## Requirement
Taking the lines below one at a time, count those with the string "Uniechowskiego" and give the result alone.

## Dataset extract
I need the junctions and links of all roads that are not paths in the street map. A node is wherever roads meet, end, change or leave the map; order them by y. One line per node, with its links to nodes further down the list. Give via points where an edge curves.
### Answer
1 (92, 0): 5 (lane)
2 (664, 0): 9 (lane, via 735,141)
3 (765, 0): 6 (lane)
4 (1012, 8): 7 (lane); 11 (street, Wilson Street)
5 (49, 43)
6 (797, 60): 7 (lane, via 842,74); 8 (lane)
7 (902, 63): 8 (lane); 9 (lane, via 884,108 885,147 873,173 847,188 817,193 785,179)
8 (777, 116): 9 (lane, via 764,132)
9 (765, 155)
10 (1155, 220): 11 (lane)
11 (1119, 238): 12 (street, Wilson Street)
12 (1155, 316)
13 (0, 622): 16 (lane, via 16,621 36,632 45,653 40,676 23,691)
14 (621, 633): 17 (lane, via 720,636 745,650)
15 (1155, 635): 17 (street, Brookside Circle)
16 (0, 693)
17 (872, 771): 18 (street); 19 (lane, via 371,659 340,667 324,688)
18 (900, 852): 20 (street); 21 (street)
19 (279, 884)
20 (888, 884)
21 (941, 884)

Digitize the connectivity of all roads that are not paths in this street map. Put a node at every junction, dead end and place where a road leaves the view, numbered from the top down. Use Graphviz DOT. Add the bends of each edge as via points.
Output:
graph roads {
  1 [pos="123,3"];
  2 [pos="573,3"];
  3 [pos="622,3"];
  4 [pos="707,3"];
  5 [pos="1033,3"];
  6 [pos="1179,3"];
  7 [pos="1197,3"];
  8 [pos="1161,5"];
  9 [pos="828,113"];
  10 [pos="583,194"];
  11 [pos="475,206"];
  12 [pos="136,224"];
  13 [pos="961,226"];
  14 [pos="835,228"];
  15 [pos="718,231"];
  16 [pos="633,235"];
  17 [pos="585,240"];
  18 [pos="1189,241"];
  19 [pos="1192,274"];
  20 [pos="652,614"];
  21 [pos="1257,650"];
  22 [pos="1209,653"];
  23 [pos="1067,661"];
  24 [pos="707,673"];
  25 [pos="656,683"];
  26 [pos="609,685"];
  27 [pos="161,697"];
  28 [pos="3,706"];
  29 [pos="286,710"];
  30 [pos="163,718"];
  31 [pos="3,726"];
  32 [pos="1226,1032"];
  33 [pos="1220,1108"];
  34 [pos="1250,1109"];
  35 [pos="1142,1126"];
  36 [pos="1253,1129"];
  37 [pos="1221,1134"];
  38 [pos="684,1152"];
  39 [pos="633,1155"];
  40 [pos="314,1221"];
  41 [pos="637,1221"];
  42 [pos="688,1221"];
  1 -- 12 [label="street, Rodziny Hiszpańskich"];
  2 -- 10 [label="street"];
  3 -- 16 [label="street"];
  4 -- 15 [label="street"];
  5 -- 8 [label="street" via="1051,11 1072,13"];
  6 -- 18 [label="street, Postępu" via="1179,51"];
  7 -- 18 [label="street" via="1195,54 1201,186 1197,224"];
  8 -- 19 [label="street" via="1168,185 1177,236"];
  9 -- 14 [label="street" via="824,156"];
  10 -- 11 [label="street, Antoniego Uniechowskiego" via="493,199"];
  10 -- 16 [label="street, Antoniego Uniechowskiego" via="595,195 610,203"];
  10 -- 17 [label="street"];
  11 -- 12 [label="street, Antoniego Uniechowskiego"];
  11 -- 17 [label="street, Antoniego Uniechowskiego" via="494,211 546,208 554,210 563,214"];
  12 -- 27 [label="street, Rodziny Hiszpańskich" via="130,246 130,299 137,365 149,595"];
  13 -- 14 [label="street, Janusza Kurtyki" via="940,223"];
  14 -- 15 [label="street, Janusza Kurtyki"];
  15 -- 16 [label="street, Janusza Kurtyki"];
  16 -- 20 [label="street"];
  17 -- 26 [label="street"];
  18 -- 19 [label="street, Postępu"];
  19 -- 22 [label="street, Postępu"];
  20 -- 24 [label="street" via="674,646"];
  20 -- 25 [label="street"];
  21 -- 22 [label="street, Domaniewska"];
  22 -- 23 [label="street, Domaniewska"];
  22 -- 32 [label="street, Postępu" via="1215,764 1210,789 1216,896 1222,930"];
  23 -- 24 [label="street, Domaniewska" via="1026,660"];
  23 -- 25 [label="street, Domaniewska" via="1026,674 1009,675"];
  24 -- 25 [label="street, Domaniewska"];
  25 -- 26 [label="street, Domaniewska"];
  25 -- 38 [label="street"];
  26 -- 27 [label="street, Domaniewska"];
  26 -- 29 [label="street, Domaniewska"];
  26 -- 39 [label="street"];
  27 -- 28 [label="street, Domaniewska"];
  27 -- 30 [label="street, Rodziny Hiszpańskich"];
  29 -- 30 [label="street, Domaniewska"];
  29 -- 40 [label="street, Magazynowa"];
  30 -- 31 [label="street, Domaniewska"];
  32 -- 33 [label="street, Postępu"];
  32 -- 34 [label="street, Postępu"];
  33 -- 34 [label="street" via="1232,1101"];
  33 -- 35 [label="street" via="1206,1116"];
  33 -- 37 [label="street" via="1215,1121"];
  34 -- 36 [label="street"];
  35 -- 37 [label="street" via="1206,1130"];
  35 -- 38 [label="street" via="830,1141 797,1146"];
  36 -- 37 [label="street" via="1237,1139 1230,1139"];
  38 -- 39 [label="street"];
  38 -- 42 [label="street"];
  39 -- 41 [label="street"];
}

## Written response
4